Interessante è il duo formato con la cantante Jo-Ann Kelly dove il nostro mette in mostra grandi doti tecniche all’acustica, rivisitando i classici del Delta-blues. Contemporaneamente si esibisce anche con gli Hapshash & Coloured Coat una delle primissime formazioni inglesi di pop psichedelico. Nel 1968, finalmente, Groundhogs prende corpo nuovamente con una formazione che accanto al chitarrista vede all’opera il ‘vecchio’ Cruickshank al basso, Ken Pustelnik alla batteria ed il cantante-armonicista Steve Rye. La nuova band registra Scratching The Surface (Liberty 1969, GB) che mantiene ben presenti i connotati blues del periodo.
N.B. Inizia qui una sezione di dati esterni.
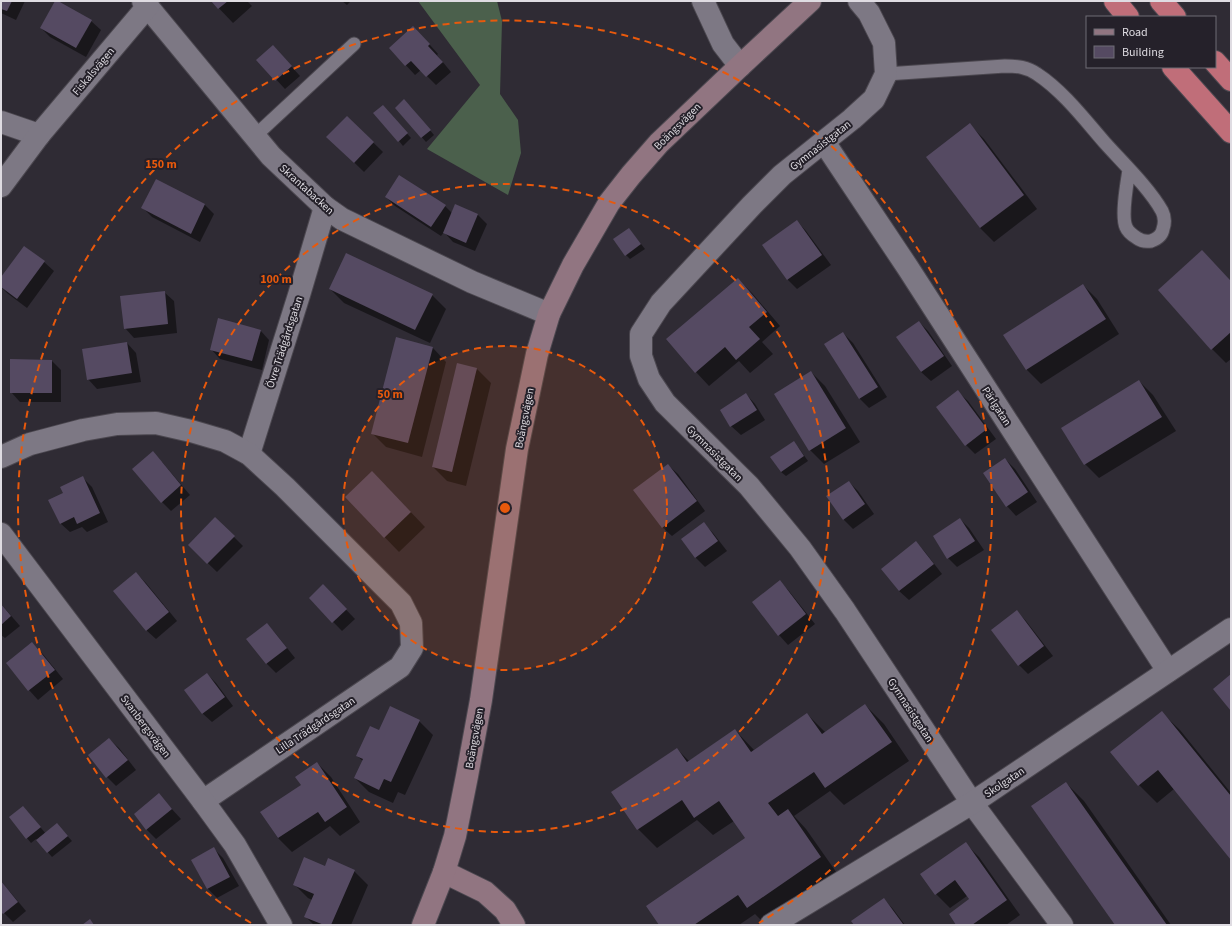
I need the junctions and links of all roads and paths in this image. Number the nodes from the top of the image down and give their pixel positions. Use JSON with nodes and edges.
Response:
{"nodes":[{"id":1,"x":703,"y":1,"type":"edge"},
{"id":2,"x":810,"y":1,"type":"edge"},
{"id":3,"x":859,"y":1,"type":"edge"},
{"id":4,"x":1114,"y":1,"type":"edge"},
{"id":5,"x":1161,"y":1,"type":"edge"},
{"id":6,"x":145,"y":4,"type":"edge"},
{"id":7,"x":1127,"y":16,"type":"edge"},
{"id":8,"x":1174,"y":16,"type":"edge"},
{"id":9,"x":354,"y":44,"type":"dead end"},
{"id":10,"x":1216,"y":63,"type":"edge"},
{"id":11,"x":740,"y":66,"type":"junction"},
{"id":12,"x":1174,"y":68,"type":"edge"},
{"id":13,"x":886,"y":74,"type":"junction"},
{"id":14,"x":1231,"y":80,"type":"edge"},
{"id":15,"x":1,"y":122,"type":"edge"},
{"id":16,"x":1231,"y":132,"type":"edge"},
{"id":17,"x":38,"y":135,"type":"junction"},
{"id":18,"x":255,"y":136,"type":"junction"},
{"id":19,"x":824,"y":142,"type":"junction"},
{"id":20,"x":1129,"y":170,"type":"junction"},
{"id":21,"x":1,"y":186,"type":"edge"},
{"id":22,"x":325,"y":207,"type":"junction"},
{"id":23,"x":549,"y":314,"type":"junction"},
{"id":24,"x":249,"y":454,"type":"junction"},
{"id":25,"x":1,"y":457,"type":"edge"},
{"id":26,"x":1,"y":534,"type":"edge"},
{"id":27,"x":1231,"y":629,"type":"edge"},
{"id":28,"x":1168,"y":671,"type":"junction"},
{"id":29,"x":203,"y":801,"type":"junction"},
{"id":30,"x":972,"y":803,"type":"junction"},
{"id":31,"x":444,"y":872,"type":"junction"},
{"id":32,"x":281,"y":925,"type":"edge"},
{"id":33,"x":423,"y":925,"type":"edge"},
{"id":34,"x":514,"y":925,"type":"edge"},
{"id":35,"x":771,"y":925,"type":"edge"},
{"id":36,"x":1062,"y":925,"type":"edge"}],
"edges":[{"from":1,"to":11,"type":"street"},
{"from":2,"to":11,"type":"street","name":"Boängsvägen"},
{"from":3,"to":13,"type":"street","name":"Gymnasistgatan"},
{"from":4,"to":7,"type":"highway"},
{"from":5,"to":8,"type":"highway"},
{"from":6,"to":17,"type":"street","name":"Fiskalsvägen"},
{"from":6,"to":18,"type":"street","name":"Skrantabacken"},
{"from":9,"to":18,"type":"lane"},
{"from":10,"to":14,"type":"highway"},
{"from":11,"to":23,"type":"street","name":"Boängsvägen"},
{"from":12,"to":16,"type":"highway"},
{"from":13,"to":19,"type":"street","name":"Gymnasistgatan"},
{"from":13,"to":20,"type":"lane"},
{"from":15,"to":17,"type":"street"},
{"from":17,"to":21,"type":"street","name":"Fiskalsvägen"},
{"from":18,"to":22,"type":"street","name":"Skrantabacken"},
{"from":19,"to":28,"type":"street","name":"Pärlgatan"},
{"from":19,"to":30,"type":"street","name":"Gymnasistgatan"},
{"from":20,"to":20,"type":"lane"},
{"from":22,"to":23,"type":"street","name":"Skrantabacken"},
{"from":22,"to":24,"type":"street","name":"Övre Trädgårdsgatan"},
{"from":23,"to":31,"type":"street","name":"Boängsvägen"},
{"from":24,"to":25,"type":"street"},
{"from":24,"to":29,"type":"street","name":"Lilla Trädgårdsgatan"},
{"from":26,"to":29,"type":"street","name":"Svanbergsvägen"},
{"from":27,"to":28,"type":"street","name":"Skolgatan"},
{"from":28,"to":30,"type":"street","name":"Skolgatan"},
{"from":29,"to":32,"type":"street","name":"Svanbergsvägen"},
{"from":30,"to":35,"type":"street","name":"Skolgatan"},
{"from":30,"to":36,"type":"street","name":"Gymnasistgatan"},
{"from":31,"to":33,"type":"street","name":"Boängsvägen"},
{"from":31,"to":34,"type":"street"}]}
Il risultato è ovviamente di grande spessore, McPhee è cresciuto e brani come Married Man e No More Doggin’ mettono in mostra le grandi doti di questo strumentista al quale il classico blues comincia a stare stretto. Poco dopo l’armonicista Rye abbandona la band e il trio è sempre più nelle mani di McPhee.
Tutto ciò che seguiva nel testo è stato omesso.